== Segment start ==

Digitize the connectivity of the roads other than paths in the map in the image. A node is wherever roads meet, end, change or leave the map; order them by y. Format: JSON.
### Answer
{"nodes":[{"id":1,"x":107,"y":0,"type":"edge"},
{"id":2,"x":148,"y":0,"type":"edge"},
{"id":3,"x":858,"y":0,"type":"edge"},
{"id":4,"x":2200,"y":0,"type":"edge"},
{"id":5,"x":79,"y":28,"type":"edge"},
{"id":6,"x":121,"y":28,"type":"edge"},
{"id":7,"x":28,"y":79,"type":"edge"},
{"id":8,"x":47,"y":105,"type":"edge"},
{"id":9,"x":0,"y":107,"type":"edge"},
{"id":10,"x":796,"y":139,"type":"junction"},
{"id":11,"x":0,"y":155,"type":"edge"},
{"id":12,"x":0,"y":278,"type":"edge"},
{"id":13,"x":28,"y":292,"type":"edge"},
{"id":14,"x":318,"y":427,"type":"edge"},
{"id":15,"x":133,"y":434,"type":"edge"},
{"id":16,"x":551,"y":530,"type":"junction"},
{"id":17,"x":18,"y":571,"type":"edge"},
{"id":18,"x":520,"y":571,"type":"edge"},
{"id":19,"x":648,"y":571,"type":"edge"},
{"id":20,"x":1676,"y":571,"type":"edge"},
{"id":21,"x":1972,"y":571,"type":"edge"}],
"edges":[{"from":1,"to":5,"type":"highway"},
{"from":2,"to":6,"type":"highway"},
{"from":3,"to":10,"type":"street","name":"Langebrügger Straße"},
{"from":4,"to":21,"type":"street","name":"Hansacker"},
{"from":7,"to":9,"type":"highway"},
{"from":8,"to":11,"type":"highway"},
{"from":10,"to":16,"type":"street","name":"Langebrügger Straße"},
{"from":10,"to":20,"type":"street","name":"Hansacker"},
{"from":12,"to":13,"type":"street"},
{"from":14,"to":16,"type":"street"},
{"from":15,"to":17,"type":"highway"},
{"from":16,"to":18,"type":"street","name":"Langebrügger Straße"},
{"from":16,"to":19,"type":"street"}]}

== Segment end ==

■ What needs to be done ■
Set down all of the records shown above once more, exactly.

■ Exercise solution ■
Digitize the connectivity of the roads other than paths in the map in the image. A node is wherever roads meet, end, change or leave the map; order them by y. Format: JSON.
### Answer
{"nodes":[{"id":1,"x":107,"y":0,"type":"edge"},
{"id":2,"x":148,"y":0,"type":"edge"},
{"id":3,"x":858,"y":0,"type":"edge"},
{"id":4,"x":2200,"y":0,"type":"edge"},
{"id":5,"x":79,"y":28,"type":"edge"},
{"id":6,"x":121,"y":28,"type":"edge"},
{"id":7,"x":28,"y":79,"type":"edge"},
{"id":8,"x":47,"y":105,"type":"edge"},
{"id":9,"x":0,"y":107,"type":"edge"},
{"id":10,"x":796,"y":139,"type":"junction"},
{"id":11,"x":0,"y":155,"type":"edge"},
{"id":12,"x":0,"y":278,"type":"edge"},
{"id":13,"x":28,"y":292,"type":"edge"},
{"id":14,"x":318,"y":427,"type":"edge"},
{"id":15,"x":133,"y":434,"type":"edge"},
{"id":16,"x":551,"y":530,"type":"junction"},
{"id":17,"x":18,"y":571,"type":"edge"},
{"id":18,"x":520,"y":571,"type":"edge"},
{"id":19,"x":648,"y":571,"type":"edge"},
{"id":20,"x":1676,"y":571,"type":"edge"},
{"id":21,"x":1972,"y":571,"type":"edge"}],
"edges":[{"from":1,"to":5,"type":"highway"},
{"from":2,"to":6,"type":"highway"},
{"from":3,"to":10,"type":"street","name":"Langebrügger Straße"},
{"from":4,"to":21,"type":"street","name":"Hansacker"},
{"from":7,"to":9,"type":"highway"},
{"from":8,"to":11,"type":"highway"},
{"from":10,"to":16,"type":"street","name":"Langebrügger Straße"},
{"from":10,"to":20,"type":"street","name":"Hansacker"},
{"from":12,"to":13,"type":"street"},
{"from":14,"to":16,"type":"street"},
{"from":15,"to":17,"type":"highway"},
{"from":16,"to":18,"type":"street","name":"Langebrügger Straße"},
{"from":16,"to":19,"type":"street"}]}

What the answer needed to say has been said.